### WHAT IS EXPECTED
Using the data that follows, say how many lines contain the word "بلوار", giving the number by itself.

········

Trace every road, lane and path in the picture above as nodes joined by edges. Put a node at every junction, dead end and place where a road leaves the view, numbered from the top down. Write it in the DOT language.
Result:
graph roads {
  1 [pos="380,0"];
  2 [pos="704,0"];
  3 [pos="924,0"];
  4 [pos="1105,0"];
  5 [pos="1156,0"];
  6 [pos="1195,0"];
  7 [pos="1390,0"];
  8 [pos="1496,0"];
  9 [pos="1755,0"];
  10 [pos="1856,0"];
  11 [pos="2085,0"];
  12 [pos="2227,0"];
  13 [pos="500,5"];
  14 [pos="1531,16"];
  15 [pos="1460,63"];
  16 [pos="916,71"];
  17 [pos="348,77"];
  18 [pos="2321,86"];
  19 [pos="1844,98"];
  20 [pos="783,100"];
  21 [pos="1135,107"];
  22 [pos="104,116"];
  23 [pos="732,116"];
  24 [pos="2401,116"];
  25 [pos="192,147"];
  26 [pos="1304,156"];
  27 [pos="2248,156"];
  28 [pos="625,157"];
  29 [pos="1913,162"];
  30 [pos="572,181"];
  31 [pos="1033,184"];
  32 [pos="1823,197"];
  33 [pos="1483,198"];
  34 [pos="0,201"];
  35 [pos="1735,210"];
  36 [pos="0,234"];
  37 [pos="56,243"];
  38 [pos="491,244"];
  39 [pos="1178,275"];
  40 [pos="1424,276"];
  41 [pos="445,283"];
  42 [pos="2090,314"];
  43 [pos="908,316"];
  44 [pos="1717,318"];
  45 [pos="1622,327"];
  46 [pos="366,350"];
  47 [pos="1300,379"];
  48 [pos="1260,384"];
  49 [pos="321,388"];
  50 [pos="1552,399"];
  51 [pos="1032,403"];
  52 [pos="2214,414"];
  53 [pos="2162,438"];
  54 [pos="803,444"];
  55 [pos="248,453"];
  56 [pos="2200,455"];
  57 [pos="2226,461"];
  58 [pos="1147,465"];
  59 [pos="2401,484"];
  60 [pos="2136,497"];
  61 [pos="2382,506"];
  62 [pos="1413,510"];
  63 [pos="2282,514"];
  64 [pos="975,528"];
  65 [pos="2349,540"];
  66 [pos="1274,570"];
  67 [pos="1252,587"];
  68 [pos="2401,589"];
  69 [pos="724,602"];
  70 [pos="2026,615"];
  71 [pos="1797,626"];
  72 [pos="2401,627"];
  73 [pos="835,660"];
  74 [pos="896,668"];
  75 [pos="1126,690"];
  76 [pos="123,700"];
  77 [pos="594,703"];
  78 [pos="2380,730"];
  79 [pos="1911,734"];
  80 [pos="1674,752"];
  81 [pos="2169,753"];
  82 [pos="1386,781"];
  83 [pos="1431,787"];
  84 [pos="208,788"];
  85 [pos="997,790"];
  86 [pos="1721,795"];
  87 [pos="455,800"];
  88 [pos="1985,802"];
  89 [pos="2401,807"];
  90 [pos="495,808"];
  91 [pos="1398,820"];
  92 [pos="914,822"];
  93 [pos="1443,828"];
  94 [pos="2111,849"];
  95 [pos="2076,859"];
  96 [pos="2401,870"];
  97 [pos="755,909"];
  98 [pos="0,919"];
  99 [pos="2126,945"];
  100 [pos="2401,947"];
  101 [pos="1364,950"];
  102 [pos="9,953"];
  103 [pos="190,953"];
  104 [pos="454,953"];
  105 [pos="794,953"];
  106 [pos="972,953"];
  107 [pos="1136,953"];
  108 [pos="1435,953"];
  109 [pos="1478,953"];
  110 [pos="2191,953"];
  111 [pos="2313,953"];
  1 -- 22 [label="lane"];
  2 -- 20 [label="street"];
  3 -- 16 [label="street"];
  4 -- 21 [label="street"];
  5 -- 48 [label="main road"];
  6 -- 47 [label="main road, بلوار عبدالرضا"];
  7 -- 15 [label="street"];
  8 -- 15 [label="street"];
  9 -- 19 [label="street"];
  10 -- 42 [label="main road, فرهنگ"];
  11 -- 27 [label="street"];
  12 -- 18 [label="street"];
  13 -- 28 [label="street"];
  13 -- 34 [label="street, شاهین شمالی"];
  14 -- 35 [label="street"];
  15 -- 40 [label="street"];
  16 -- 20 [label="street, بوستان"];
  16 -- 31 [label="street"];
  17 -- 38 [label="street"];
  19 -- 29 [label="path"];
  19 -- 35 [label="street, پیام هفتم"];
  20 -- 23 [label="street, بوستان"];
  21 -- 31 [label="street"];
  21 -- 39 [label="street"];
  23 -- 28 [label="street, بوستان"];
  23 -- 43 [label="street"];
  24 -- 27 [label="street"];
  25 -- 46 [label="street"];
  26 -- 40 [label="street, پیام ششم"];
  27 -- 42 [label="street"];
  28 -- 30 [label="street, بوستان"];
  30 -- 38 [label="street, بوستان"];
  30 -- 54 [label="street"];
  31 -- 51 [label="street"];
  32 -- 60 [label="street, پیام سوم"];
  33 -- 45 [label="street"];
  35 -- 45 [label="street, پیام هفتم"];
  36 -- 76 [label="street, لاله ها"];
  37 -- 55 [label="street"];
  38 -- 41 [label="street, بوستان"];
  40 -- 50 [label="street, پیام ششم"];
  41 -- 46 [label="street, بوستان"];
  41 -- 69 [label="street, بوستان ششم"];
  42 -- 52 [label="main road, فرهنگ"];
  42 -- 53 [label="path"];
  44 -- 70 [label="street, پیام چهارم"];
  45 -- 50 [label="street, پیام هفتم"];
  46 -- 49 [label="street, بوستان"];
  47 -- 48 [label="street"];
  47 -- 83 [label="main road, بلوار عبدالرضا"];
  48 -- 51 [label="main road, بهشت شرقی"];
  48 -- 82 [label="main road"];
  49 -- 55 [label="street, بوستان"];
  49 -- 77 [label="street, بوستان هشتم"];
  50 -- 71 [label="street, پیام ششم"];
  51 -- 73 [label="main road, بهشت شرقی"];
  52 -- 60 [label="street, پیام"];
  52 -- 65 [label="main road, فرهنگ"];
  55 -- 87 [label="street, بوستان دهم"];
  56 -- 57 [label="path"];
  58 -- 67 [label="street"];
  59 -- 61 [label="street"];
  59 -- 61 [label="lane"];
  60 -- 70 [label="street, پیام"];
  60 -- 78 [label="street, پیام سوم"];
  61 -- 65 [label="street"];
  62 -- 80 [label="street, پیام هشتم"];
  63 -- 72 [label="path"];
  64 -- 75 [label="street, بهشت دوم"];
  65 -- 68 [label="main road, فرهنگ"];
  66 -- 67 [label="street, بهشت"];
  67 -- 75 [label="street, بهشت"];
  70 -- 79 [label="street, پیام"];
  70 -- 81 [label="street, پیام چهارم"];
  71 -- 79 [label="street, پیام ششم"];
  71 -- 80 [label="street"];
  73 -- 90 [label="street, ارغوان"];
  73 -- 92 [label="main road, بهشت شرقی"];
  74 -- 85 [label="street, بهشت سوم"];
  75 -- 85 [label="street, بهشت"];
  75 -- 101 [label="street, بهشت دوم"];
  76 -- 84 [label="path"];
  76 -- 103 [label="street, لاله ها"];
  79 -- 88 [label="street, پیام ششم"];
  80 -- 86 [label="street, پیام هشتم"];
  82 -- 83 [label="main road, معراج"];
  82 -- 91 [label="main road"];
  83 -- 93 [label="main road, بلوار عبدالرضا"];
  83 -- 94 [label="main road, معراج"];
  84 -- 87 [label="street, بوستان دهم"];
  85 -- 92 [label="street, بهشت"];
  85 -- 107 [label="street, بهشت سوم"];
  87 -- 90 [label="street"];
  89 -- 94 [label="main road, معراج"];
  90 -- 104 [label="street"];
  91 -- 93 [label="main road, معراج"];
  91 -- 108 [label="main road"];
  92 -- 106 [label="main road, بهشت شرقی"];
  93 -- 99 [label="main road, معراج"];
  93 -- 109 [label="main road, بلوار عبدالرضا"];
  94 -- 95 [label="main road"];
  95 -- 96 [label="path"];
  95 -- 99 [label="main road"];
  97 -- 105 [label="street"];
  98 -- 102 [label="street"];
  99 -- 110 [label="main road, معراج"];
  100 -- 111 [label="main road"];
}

········

### YOUR SOLUTION
4